-- YOUR INSTRUCTIONS --
Scan the data below for the string "nodes". Copy every line where it appears.

-- SOURCE DATA --
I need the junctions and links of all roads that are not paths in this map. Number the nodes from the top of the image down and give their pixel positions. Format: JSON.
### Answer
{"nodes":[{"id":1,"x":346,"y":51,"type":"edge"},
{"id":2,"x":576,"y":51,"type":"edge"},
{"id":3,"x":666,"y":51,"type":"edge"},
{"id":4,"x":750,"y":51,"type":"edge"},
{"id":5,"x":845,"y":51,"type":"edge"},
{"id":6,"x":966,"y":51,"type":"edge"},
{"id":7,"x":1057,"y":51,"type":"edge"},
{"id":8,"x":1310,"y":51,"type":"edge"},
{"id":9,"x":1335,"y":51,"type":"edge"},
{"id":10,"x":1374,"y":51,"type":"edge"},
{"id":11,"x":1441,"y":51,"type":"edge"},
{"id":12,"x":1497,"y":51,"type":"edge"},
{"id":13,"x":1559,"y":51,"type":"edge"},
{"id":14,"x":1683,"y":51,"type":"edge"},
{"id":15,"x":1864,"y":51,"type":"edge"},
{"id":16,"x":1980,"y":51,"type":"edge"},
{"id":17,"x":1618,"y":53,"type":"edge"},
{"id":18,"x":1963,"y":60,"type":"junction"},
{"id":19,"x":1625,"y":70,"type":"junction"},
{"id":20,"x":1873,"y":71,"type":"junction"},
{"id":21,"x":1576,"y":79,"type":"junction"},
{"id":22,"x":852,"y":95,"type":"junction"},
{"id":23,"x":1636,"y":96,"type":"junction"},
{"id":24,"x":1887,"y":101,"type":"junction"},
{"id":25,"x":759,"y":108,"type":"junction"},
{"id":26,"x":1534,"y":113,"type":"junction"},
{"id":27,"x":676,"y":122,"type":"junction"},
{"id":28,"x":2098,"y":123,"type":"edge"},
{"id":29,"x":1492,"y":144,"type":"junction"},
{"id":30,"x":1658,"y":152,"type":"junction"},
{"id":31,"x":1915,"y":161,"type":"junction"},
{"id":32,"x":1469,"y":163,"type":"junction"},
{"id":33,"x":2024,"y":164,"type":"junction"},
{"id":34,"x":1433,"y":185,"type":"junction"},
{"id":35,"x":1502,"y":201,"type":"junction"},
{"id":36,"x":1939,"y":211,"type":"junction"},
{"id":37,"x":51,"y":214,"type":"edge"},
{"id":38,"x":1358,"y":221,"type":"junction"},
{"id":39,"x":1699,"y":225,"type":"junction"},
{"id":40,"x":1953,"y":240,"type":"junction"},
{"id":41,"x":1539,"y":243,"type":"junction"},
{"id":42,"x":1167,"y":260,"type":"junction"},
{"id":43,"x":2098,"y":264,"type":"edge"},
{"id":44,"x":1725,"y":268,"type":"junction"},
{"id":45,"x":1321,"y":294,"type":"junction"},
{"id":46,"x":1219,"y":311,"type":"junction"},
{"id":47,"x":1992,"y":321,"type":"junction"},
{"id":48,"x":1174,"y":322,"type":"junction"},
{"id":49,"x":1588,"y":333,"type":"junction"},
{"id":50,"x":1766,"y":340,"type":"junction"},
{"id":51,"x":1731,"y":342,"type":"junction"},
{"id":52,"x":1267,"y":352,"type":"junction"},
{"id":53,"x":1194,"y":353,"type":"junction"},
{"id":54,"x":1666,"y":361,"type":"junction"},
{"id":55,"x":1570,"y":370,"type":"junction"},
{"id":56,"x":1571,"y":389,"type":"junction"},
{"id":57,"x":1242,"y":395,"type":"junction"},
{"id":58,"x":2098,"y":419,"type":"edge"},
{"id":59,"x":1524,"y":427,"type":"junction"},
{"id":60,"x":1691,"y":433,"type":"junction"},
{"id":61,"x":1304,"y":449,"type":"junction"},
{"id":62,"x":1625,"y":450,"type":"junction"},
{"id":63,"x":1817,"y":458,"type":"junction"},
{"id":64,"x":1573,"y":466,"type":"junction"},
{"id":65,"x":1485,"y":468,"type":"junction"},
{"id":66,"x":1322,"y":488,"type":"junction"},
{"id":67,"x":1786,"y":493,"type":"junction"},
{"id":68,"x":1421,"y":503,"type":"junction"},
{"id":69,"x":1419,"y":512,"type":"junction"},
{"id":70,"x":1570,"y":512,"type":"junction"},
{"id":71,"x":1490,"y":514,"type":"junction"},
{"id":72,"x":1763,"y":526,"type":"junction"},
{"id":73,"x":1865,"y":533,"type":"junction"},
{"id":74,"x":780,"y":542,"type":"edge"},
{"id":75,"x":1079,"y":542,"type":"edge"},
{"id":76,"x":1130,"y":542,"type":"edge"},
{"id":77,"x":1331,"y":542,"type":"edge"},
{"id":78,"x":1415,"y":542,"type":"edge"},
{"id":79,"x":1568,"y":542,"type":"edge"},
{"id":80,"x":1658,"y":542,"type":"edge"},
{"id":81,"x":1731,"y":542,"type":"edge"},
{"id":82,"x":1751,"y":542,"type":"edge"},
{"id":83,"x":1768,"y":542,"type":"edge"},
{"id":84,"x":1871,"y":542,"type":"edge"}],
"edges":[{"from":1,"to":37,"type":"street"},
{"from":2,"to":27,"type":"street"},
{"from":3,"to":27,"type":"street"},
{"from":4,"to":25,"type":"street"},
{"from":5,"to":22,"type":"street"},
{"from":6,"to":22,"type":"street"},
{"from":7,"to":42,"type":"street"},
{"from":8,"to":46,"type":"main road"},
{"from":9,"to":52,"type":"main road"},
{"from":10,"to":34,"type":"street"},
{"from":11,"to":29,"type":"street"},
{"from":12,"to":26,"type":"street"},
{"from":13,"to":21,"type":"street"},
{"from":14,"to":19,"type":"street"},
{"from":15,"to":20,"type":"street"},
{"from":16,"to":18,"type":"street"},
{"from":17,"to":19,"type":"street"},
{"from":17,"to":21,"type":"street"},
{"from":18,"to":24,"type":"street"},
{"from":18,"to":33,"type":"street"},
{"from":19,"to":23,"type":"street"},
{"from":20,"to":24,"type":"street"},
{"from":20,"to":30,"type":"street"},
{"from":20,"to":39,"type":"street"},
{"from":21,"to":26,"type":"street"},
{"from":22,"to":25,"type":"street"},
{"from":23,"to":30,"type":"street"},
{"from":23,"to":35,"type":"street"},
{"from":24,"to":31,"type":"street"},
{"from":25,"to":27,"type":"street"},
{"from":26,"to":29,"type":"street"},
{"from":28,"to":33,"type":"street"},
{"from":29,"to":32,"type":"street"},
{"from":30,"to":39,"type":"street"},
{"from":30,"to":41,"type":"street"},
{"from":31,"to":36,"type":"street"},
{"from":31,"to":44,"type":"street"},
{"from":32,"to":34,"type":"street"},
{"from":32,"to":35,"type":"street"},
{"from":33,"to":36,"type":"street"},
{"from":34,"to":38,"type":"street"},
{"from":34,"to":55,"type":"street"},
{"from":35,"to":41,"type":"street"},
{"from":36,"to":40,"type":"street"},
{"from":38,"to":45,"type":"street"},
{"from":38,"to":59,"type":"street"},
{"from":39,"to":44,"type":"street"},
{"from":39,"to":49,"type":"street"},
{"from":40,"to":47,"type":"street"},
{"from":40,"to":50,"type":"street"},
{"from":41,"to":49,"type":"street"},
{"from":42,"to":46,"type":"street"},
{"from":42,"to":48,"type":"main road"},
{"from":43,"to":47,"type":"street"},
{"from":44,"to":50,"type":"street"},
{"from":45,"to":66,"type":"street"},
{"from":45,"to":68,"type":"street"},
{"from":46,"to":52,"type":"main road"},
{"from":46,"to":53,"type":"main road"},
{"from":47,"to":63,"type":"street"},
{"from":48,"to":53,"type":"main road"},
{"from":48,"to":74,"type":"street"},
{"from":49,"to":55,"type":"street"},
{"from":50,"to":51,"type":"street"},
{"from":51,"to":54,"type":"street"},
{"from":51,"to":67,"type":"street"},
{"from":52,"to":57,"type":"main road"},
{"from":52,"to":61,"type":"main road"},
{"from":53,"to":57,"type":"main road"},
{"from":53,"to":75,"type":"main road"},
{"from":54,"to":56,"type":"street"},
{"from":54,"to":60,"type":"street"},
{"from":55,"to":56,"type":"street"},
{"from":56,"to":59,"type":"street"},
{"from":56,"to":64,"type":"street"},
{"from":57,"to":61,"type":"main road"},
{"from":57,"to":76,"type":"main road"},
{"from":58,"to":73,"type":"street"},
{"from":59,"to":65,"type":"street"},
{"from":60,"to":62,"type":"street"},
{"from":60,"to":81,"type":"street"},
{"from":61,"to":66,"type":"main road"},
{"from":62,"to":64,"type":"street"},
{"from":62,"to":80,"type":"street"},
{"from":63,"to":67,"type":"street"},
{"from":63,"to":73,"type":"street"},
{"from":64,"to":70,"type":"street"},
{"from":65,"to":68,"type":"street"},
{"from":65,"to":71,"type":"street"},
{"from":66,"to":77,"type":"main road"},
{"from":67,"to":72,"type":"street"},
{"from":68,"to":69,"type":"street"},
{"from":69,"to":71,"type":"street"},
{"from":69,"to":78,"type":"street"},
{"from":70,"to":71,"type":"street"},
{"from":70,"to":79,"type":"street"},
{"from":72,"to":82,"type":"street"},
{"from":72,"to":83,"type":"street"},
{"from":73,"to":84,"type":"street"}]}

-- COMPLETED TASK --
I need the junctions and links of all roads that are not paths in this map. Number the nodes from the top of the image down and give their pixel positions. Format: JSON.
{"nodes":[{"id":1,"x":346,"y":51,"type":"edge"},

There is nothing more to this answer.